Adaptations in plants
Plants are adapted too:
- A cactus in the dry desert has a thick stem to store water, and spines instead of leaves to lose less water.
- A water lily has broad floating leaves to catch plenty of light on the surface of a pond.
Because each living thing is suited to its own habitat, it may not survive in a very different one, where the temperature, water or food are not right for it.
Examples in context
Example 1. Fish in a tank. A pet fish shows both ideas at once. Its habitat is the water in the tank, which provides oxygen (dissolved in the water), food and the right temperature. The fish is adapted to this watery home with gills to take in oxygen from the water and fins to swim. Take it out of water and it cannot survive, because it is adapted to live in water.
Example 2. A cactus on a sunny windowsill. A cactus comes from a hot, dry desert, so it is adapted to survive with very little water: it stores water in its thick stem and has spines instead of leaves to lose less water. This is why a cactus needs only a little watering at home, while a leafy houseplant from a wetter habitat needs much more.
Try this
Cue. State two characteristics that show something is a living thing. Any two of: it grows, needs energy (food), gets rid of waste, responds to its surroundings, reproduces, or moves.
Cue. State what is meant by a habitat and give one example. A habitat is the place where a living thing lives, for example a pond, a forest or a desert.
Cue. Give one adaptation of a camel and explain how it helps it survive in the desert. For example, the camel stores fat in its hump (or can go a long time without water), which helps it survive where food and water are scarce.
Exam-style practice questions
Practice questions written in the style of SEAB exam questions on this dot point, with worked answer explainers. The year tag is the paper they imitate, not the source.
Original4 marksLiving things share certain characteristics. (a) State two characteristics that all living things have. (b) A car can move and uses fuel for energy, but it is not alive. State one characteristic of living things that a car does not have. (c) Name the place where a living thing lives.Show worked answer →
(a) Any two characteristics of living things, for example: they grow, they need food (or make food) for energy, they get rid of waste, they respond to their surroundings, and they reproduce (make young).
(b) Any characteristic a car lacks, for example: a car cannot grow, cannot reproduce (make more cars by itself), and does not get rid of waste in the way living things do.
(c) The place where a living thing lives is its habitat.
What markers reward: two genuine characteristics of living things, a characteristic a car clearly lacks (grow or reproduce), and naming the habitat as where something lives.
Original4 marksA camel lives in a hot, dry desert and a polar bear lives in the freezing Arctic. (a) State what is meant by an 'adaptation'. (b) Give one adaptation of the camel that helps it survive in the desert. (c) Give one adaptation of the polar bear that helps it survive in the cold. (d) Explain why an animal adapted to one habitat may not survive in another.Show worked answer →
(a) An adaptation is a feature of a living thing that helps it survive in its habitat.

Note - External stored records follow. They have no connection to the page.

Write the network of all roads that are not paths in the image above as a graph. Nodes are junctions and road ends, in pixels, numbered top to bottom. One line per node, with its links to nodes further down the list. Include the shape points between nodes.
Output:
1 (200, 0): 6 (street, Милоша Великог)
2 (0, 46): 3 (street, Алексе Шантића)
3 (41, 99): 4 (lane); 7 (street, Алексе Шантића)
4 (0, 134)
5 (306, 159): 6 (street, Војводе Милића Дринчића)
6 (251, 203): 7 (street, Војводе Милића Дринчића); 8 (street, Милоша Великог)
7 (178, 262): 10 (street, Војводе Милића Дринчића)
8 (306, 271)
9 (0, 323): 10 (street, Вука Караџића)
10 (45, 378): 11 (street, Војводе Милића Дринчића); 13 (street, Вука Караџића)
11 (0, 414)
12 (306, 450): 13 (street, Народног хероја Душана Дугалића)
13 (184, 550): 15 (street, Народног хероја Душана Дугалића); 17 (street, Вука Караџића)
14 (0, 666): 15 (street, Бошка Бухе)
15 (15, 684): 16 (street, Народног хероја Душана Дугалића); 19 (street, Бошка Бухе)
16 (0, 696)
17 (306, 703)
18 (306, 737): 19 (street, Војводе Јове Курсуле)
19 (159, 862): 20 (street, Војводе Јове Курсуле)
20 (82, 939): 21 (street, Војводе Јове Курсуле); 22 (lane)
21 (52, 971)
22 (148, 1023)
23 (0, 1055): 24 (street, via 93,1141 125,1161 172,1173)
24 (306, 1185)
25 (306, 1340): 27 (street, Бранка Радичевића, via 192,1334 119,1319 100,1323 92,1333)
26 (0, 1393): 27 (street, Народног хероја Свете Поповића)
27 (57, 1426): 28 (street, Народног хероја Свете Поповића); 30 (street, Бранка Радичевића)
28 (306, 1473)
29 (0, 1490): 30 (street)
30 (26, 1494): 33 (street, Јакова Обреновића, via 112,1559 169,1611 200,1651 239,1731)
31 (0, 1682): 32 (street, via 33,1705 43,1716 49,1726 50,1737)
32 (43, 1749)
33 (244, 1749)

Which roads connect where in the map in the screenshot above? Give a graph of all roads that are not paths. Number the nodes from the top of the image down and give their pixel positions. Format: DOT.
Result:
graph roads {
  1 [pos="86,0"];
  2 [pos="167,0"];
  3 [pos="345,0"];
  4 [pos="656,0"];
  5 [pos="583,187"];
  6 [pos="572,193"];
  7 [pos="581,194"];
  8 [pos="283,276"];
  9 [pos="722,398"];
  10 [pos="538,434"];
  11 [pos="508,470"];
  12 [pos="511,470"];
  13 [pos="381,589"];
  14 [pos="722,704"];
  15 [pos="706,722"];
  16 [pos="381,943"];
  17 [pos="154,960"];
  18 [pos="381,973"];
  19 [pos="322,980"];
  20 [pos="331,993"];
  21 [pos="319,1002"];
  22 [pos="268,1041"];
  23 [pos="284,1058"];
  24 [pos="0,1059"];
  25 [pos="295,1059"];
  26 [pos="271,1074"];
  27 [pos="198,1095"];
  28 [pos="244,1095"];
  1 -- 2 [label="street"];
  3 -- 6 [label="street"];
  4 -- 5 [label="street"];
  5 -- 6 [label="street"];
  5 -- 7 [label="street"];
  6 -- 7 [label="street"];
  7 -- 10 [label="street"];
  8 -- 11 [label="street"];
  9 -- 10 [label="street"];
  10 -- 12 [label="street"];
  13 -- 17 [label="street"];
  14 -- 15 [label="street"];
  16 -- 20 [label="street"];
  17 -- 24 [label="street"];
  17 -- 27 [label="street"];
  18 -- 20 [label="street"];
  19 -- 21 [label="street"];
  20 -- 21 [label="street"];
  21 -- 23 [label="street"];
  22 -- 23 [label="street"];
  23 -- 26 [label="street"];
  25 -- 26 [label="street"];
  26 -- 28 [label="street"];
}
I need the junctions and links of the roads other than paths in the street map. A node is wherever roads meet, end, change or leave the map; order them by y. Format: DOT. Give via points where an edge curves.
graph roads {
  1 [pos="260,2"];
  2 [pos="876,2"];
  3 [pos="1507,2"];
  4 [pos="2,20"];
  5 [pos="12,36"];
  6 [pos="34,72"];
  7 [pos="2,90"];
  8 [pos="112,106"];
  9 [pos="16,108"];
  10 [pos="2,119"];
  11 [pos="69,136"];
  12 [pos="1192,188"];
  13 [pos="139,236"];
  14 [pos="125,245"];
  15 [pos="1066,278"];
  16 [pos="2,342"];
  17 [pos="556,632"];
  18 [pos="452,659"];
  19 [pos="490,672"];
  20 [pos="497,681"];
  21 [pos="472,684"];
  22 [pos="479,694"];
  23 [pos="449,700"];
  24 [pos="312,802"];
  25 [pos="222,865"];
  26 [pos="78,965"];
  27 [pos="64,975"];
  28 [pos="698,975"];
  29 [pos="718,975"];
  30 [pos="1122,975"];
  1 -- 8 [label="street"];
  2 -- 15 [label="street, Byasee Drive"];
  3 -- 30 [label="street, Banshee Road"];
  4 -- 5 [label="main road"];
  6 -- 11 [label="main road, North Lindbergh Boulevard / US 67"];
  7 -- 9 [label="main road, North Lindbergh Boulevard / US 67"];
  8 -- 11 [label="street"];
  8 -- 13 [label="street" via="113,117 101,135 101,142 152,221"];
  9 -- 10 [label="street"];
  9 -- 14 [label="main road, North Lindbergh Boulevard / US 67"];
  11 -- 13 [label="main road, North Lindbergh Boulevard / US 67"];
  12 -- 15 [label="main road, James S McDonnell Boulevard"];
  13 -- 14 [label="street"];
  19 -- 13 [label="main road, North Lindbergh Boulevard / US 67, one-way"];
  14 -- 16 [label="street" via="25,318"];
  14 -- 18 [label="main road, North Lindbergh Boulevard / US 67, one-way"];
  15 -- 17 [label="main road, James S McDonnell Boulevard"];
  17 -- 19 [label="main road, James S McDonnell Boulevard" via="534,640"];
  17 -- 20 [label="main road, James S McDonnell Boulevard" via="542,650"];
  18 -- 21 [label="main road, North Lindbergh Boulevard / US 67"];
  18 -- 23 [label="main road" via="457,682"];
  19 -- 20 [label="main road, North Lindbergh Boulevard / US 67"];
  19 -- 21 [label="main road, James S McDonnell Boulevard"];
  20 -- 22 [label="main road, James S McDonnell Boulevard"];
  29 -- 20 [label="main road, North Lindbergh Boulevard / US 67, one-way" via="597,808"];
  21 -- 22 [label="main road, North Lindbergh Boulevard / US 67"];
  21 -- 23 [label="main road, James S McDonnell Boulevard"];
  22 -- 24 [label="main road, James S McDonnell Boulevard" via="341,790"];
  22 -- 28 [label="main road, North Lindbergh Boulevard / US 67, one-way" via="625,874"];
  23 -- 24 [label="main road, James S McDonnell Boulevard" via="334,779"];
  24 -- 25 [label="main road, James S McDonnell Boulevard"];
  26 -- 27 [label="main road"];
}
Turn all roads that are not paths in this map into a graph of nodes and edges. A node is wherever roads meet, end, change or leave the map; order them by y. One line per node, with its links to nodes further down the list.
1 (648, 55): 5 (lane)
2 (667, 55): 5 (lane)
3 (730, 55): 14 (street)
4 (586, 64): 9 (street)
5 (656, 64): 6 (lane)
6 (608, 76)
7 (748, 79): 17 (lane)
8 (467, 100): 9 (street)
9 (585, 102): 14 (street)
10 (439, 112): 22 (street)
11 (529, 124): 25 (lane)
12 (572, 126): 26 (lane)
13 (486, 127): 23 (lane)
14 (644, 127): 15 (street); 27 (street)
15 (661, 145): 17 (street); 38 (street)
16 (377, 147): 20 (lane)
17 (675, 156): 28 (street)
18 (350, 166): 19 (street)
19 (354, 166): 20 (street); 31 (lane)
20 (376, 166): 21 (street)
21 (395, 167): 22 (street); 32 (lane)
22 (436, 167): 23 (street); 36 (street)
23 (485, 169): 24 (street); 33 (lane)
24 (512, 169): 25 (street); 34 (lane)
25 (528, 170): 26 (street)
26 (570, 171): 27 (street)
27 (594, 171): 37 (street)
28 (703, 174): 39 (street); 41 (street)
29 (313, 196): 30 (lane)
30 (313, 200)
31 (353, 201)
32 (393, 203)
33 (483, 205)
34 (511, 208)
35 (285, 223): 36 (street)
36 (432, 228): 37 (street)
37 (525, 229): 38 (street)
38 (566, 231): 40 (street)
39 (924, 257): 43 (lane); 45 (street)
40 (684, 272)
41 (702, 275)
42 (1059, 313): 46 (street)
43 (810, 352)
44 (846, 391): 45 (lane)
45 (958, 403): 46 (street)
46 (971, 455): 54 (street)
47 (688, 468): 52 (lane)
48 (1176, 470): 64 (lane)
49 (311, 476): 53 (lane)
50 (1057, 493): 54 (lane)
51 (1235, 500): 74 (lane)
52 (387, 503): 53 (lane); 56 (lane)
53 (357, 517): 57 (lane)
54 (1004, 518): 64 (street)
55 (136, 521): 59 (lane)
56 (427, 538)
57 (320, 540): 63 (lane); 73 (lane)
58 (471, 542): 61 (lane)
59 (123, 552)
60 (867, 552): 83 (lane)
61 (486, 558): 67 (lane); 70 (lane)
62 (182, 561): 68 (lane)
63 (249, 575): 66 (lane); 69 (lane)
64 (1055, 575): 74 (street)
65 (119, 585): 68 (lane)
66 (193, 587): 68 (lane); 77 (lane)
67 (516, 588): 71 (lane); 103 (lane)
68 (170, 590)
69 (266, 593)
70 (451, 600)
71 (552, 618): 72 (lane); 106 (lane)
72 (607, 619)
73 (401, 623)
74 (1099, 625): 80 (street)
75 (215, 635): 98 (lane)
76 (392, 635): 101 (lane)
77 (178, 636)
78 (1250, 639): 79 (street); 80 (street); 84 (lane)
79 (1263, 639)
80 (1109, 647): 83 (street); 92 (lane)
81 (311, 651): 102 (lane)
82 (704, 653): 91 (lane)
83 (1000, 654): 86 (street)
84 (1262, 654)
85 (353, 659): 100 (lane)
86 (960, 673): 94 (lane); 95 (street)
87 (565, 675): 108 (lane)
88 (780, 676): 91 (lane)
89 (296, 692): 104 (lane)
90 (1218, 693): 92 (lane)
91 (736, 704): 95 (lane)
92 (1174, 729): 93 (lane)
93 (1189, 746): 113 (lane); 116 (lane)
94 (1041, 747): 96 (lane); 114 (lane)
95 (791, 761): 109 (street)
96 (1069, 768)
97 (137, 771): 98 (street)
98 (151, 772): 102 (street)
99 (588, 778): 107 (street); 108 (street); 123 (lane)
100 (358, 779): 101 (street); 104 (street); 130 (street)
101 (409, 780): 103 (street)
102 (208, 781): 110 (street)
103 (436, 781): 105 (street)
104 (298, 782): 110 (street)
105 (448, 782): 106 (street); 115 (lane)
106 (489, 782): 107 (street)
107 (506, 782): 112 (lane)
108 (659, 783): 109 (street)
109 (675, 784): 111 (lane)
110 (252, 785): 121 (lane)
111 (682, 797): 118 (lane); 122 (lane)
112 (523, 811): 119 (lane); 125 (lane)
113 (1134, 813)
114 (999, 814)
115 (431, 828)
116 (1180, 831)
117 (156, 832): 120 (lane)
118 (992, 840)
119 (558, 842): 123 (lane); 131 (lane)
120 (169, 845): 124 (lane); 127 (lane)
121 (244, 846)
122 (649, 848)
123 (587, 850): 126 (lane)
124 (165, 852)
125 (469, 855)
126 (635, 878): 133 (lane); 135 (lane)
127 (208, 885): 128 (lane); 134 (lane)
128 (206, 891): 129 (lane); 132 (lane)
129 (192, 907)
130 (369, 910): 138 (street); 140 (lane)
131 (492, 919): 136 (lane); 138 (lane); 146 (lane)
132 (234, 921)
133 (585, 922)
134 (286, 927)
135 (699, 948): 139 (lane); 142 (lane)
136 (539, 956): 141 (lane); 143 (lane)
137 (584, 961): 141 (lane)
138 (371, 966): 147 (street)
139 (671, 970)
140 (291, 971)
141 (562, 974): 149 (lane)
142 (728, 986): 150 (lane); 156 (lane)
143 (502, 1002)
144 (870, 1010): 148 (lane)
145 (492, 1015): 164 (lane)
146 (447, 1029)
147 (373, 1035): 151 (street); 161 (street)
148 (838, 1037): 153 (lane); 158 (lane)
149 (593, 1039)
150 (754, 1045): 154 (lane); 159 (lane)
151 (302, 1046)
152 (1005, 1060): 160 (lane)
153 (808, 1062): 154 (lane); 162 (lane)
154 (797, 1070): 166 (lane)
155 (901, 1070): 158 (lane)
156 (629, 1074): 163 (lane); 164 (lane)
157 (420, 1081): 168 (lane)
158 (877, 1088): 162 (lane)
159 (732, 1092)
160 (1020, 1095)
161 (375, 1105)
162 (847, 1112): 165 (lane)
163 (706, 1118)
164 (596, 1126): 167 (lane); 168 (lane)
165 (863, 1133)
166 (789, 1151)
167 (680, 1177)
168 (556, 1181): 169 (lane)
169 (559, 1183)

(b) Any correct camel adaptation, for example: it can go a long time without water, it stores fat in its hump, or it has wide feet to walk on sand without sinking.
(c) Any correct polar bear adaptation, for example: it has thick fur and a layer of fat to keep warm, and white fur to blend in with the snow.
(d) An animal is suited to its own habitat. In a different habitat the conditions (such as temperature or food) are different, so its adaptations may not help and it may be too hot or too cold, or unable to find food, and so may not survive.
What markers reward: a clear meaning of adaptation, one real adaptation each for the camel and the polar bear, and explaining that different habitats have different conditions so the adaptations may not suit them.